When Money Stopped Being Funny
Relationships Replacing Currency
I won't bore anybody with the details of the history of the monetary system itself since that content has been widely available for some time now. What I want to talk about is a fundamental shift in how we view our economy where everything is meant to serve us as divine human beings, rather than feeling like we are slaving away to earn small amounts of ever-depreciating currency. At the end of the day, money is just a thought in our minds, some numbers changing on a screen, and a few coins dropped into the hat of the man busking on the street.
It might not be accurate to say that money is "the problem" or the "root of all evil," although it can certainly feel that way. I like to look at it as the relationship we have formed with money and our perceptions of it that creates a lot of our suffering. For example, my first thought when I look at my bank balance is, "not enough." I imagine it may be the same even for people like Donald Trump as well. The perception of lack of money can be projected even if no true lack exists.

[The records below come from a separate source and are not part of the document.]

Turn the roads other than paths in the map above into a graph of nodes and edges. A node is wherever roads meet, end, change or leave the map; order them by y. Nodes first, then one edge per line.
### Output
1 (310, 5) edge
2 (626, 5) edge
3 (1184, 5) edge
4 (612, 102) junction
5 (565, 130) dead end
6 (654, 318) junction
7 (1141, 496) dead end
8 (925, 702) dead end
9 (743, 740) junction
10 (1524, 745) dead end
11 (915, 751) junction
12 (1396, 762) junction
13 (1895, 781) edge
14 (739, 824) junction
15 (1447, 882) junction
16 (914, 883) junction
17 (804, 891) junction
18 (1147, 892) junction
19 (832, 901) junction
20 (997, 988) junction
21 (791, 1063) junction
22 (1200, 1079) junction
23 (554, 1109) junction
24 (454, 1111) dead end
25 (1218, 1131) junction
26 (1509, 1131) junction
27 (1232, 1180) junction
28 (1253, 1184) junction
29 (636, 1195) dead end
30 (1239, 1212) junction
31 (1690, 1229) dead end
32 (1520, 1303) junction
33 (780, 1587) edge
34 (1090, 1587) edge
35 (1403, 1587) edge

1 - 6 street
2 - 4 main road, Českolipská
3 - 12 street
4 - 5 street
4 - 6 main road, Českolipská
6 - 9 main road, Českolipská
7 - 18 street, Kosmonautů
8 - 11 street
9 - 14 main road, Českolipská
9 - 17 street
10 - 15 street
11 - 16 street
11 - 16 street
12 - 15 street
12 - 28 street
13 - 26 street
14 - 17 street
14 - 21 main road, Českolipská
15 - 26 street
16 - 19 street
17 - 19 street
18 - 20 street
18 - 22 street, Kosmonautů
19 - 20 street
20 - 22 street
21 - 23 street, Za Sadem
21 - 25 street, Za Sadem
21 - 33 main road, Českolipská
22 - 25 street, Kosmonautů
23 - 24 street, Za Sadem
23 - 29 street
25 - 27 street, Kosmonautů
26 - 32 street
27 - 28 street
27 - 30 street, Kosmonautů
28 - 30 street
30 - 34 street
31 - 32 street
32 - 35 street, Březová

What do I usually worry about with my wife? What creates arguments or domestic discord among couples and families? Rhetorical questions these are, since the majority of humanity is collectively suffering from money woes, no matter what the numerical realities may actually be.
I remember being in awe about the whole concept of money as a young boy. My mother told me dad was at work "making money." My only physical reference to money was the few coins I sometimes played with on the carpet. I pictured my dad at work literally making money like a blacksmith pounding the raw metals into these coins and coming home with a big sackful of them and hefting them onto the kitchen table.
Blissful naiveté soon gave way to, "you need to get a part-time job this summer, you can't just be sitting around the house." And so it goes; thoughts of money begin to predominate our psyche and our bodies follow suite in relentless pursuit of it. As a long-time practitioner of meditation, I am amazed at the sheer volume of "money-thoughts" that bounce around in even a short period of time. These thoughts are second only to an even more primal consideration that usually begins in early teenage years.
If I had as much money as I had thoughts and worries about money, I wouldn't need to worry about money anymore, although I probably still would. This is the insatiability and rapacious nature of this kind of thinking. We see millionaires and billionaires who are still seeking ever more, often at the cost of those who could benefit from some philanthropy.
What we can do on an individual basis is realize that everything is meant to serve us, and in turn, we are able to serve one another. Money can be put in its proper place as a resource that we can use to further positive change within our own lives and the world as a whole. Economic growth for its own sake can be replaced with a heart-centered approach that promotes more community endeavors. The local food and artisan movement is a good example of this. If more people are able to grow food and make simple products themselves, there will be higher quality products available in the local area at lower costs. The money that is exchanged will circulate more directly between community members, and barter and trade can begin to play a more central role in people's lives.
This is a part of reclaiming our own power and sovereignty. The monetary system only has power over us if we are afraid for our survival and believe in a lack of love and benevolence from the universe and our fellow humans. Restoring our faith in the goodness of ourselves and our community will allow us to put our fears aside as we move into a paradigm based more on reciprocity and mutual service. Since we are all essentially struggling with the same worries and concerns, we can lighten the load for everyone the more we are willing to cooperate and work towards common goals.